The proceedings of these bees are very curious. Although the tubes they usually form are long, they are so constructed as not to branch far away from the exterior of the material into which they bore.. ..Both the sides of the tube, and the cells they form within them, will necessarily vary in diameter and length with the size of the species, but in the larger species they are about an inch and a quarter long and half an inch in diameter..

..The cylindrical tube [is] prepared.. ..by the gradual removal of the particles of the wood, or sand, or earth of which it consists, the insect's instinct [then] prompts it to fly forth to obtain the requisite lining, that the lateral earth may not fall in, or the wood taint the store to be accumulated for the young.. .. Having fixed upon the preferred plant .. ..it alights upon the leaf, and fixing itself upon the edge, it holds it with three legs on each side, then using its mandibles as the cutter of silhouettes would his scissors, and, just as rapidly as he cuts out a profile, does this ingenious little creature ply the tools it is furnished with by nature. The oval or semicircular cutting being thus speedily dispatched, with the legs still clinging to the surfaces, the insect biting its way backwards, the piece cut off necessarily remains within the clutch of the legs, and, when about falling, the rejoicing labourer expands her wings and flies off.. ..[to arrive] at the mouth of the aperture within which she has to convey it..

Shuckhard then describes how other pieces of leaf are brought in to complete the lining and it was this that I was watching. The bee then collects pollen and nectar (flights that I also saw), and deposits these in the leaf-lined tube. An egg is laid on to the mass and the cell completed by another leaf fragment of circular form.

Shuckard  continues:

The whole process is again renewed in the same manner as at first, the bottom edge of the cutting of the external leaf is again curved to form a concave bottom to the next cell, and the sides are similarly formed, and each cell fits the preceding like the top of one thimble placed in the mouth of another.

The analogy to thimbles is rather dated, but we can now picture more clearly the biology of the bee. In time, larvae hatch from the eggs, consume the food store provided for them, and grow through stages to then produce a silk cocoon in which they pupate. Emergence of the adults from pupae completes the cycle, with mating occurring and the next generation of female bees starting to build tubes and cut leaves.
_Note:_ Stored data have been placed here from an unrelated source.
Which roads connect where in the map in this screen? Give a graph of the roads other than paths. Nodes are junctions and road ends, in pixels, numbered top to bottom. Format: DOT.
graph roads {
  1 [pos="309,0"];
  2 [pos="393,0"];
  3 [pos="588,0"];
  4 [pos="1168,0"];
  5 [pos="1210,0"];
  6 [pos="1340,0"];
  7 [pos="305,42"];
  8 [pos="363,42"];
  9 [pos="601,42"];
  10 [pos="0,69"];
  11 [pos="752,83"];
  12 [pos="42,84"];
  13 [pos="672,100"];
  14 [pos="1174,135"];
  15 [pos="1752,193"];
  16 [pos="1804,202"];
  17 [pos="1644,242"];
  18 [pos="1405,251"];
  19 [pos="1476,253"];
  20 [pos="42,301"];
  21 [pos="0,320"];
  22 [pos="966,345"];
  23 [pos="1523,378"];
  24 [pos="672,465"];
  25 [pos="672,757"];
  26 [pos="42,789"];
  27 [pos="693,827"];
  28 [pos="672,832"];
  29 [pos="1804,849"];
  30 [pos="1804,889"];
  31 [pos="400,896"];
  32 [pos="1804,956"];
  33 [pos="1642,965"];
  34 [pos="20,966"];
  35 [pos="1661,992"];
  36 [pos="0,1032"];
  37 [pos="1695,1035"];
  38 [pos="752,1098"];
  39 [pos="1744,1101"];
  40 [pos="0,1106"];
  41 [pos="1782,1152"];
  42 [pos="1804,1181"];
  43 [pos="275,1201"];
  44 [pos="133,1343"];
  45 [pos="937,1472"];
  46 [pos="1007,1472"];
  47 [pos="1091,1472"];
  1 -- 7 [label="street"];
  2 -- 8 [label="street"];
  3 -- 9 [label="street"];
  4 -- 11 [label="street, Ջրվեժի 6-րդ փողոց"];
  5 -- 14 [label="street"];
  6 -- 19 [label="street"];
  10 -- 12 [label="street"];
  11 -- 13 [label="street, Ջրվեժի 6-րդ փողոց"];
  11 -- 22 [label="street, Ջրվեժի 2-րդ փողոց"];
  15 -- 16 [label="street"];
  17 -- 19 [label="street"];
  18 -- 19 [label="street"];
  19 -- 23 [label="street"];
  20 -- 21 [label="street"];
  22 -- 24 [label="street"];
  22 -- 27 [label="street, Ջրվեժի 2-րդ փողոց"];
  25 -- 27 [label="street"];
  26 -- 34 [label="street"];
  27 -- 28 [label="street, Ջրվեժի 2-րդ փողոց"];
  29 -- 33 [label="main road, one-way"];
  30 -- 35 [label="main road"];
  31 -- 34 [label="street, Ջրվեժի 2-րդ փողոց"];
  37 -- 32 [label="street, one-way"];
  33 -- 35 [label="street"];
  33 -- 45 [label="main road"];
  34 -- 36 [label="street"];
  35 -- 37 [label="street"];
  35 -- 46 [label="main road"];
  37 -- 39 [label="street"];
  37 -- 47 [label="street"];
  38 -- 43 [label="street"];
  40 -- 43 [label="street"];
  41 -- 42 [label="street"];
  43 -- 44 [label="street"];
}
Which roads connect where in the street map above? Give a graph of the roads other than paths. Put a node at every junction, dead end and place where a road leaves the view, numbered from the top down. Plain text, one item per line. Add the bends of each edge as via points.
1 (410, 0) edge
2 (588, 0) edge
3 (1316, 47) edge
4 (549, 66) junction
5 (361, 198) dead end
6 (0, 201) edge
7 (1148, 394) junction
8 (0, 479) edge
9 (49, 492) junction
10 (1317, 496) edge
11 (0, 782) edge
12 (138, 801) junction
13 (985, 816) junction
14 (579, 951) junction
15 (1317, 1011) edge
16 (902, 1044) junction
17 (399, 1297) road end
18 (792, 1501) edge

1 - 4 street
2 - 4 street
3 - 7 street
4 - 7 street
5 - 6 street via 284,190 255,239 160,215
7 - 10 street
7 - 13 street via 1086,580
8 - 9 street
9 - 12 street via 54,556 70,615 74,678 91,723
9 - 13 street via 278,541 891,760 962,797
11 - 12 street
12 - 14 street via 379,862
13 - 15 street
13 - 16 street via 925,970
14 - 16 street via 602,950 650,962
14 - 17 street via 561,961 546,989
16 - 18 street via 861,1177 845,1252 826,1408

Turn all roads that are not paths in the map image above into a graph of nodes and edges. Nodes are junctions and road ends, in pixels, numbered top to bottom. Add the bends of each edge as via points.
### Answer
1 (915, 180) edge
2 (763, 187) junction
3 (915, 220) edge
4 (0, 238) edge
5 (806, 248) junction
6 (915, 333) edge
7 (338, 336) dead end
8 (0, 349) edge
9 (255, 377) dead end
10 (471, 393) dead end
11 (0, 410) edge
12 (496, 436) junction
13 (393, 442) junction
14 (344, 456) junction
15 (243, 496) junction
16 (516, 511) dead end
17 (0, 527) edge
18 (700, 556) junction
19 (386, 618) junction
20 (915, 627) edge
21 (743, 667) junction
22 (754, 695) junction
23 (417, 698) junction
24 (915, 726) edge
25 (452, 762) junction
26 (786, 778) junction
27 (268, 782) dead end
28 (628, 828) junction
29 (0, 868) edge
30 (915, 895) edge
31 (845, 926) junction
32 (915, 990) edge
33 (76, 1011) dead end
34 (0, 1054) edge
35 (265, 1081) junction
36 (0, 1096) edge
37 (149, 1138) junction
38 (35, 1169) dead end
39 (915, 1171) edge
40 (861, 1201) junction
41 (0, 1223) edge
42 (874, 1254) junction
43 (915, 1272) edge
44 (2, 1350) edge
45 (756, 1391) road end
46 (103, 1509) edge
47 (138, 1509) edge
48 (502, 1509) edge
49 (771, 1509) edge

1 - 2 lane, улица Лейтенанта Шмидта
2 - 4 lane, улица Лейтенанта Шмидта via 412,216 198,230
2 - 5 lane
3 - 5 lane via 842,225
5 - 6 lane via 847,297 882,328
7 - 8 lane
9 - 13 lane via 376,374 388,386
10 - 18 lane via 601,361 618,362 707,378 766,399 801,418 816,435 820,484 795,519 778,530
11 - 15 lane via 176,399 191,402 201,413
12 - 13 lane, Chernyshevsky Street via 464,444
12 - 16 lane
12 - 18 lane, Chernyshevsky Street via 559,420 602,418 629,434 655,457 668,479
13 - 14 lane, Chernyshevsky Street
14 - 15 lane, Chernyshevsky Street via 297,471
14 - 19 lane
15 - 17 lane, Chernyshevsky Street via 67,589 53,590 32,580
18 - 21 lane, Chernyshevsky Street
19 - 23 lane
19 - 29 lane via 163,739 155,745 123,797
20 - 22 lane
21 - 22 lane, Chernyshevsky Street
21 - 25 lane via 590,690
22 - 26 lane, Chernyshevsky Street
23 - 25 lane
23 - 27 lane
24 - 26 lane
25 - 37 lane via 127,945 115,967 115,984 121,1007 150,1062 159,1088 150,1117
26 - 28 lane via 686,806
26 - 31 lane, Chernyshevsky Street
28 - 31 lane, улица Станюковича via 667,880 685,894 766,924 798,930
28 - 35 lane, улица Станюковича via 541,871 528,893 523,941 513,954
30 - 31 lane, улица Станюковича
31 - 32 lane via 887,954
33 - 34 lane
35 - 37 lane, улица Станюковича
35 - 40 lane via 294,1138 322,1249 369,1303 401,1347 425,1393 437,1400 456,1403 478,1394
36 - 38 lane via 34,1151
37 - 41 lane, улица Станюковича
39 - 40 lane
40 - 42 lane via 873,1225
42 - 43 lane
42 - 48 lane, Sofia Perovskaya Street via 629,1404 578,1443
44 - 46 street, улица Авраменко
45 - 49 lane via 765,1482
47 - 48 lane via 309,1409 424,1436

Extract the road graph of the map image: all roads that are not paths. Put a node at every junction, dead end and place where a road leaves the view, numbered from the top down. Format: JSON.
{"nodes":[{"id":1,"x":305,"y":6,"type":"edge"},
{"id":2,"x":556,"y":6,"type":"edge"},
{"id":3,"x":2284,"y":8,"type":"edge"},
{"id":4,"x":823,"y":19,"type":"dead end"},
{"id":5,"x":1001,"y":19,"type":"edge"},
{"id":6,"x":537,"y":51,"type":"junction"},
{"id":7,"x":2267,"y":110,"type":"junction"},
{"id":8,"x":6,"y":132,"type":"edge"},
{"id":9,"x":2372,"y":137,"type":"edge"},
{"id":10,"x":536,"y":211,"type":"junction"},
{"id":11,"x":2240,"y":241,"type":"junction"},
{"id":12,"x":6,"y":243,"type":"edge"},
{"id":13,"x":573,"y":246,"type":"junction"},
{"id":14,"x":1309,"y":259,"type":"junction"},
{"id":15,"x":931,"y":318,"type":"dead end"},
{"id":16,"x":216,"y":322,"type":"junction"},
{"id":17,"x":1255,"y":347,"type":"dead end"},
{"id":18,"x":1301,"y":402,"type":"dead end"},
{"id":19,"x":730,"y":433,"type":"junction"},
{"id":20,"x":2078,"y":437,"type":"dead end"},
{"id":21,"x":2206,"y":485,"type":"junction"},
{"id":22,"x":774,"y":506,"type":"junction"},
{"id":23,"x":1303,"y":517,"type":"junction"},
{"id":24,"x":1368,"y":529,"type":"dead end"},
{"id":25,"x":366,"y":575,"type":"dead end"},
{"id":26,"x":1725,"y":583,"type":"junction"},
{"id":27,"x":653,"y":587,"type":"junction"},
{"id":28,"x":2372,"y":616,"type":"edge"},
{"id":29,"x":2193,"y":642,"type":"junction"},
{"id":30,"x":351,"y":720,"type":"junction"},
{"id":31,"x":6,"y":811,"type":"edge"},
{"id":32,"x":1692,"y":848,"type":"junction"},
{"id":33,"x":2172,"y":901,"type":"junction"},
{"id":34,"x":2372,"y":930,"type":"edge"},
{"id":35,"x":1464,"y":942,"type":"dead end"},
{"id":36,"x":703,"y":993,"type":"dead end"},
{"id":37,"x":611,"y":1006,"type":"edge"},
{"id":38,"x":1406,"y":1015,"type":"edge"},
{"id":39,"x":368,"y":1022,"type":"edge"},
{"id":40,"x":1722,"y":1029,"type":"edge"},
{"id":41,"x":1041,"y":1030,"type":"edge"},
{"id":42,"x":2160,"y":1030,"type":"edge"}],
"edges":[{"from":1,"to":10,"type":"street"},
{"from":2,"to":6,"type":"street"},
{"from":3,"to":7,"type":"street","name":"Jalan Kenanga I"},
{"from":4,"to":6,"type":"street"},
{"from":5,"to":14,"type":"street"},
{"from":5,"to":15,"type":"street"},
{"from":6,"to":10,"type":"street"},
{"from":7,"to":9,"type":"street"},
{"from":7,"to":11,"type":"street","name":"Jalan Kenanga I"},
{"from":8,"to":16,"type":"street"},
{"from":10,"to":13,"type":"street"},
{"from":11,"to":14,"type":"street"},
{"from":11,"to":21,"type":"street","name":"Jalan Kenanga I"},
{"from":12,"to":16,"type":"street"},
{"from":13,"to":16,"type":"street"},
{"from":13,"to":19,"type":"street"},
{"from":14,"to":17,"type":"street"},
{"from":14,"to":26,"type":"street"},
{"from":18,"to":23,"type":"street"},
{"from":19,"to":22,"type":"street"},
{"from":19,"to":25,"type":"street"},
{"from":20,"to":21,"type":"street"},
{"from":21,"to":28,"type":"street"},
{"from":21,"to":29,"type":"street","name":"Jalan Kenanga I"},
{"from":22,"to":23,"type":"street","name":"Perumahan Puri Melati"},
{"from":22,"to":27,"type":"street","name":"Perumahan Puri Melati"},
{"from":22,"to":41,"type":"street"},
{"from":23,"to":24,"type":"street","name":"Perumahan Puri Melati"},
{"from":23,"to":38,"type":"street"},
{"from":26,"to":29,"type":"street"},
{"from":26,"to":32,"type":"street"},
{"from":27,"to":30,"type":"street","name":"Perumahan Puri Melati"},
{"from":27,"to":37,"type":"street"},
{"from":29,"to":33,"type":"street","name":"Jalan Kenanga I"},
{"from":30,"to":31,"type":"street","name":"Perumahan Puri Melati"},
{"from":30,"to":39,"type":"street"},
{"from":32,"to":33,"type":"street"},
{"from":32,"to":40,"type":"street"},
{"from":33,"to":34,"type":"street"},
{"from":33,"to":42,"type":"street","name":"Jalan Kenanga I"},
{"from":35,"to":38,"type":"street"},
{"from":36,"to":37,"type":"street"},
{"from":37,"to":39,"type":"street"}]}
It is intriguing to ask oneself how the habits of the bee evolved: its burrowing behaviour; the use of leaves to provide a lining of the tubes it makes; the manner in which leaf segments are brought together; the collection of pollen and nectar; the evolution of life stages of such markedly different form; and the ability to fly and to navigate. All this was going through my mind when watching "my" bee and I'm so pleased that she chose our pot of Sempervivum as the home for the next generation. They will not be disturbed.



[2] W. E. Shuckard (1866) British Bees: An introduction to the study of the natural history and economy of the bees indigenous to the British Isles. London, Lovell, Reeve & Co.

[3] Yolanda Foote (2004-2016) Shuckard, William Edward (1802/3-1868), entomologist. Oxford Dictionary of National Biography. Oxford, Oxford University Press.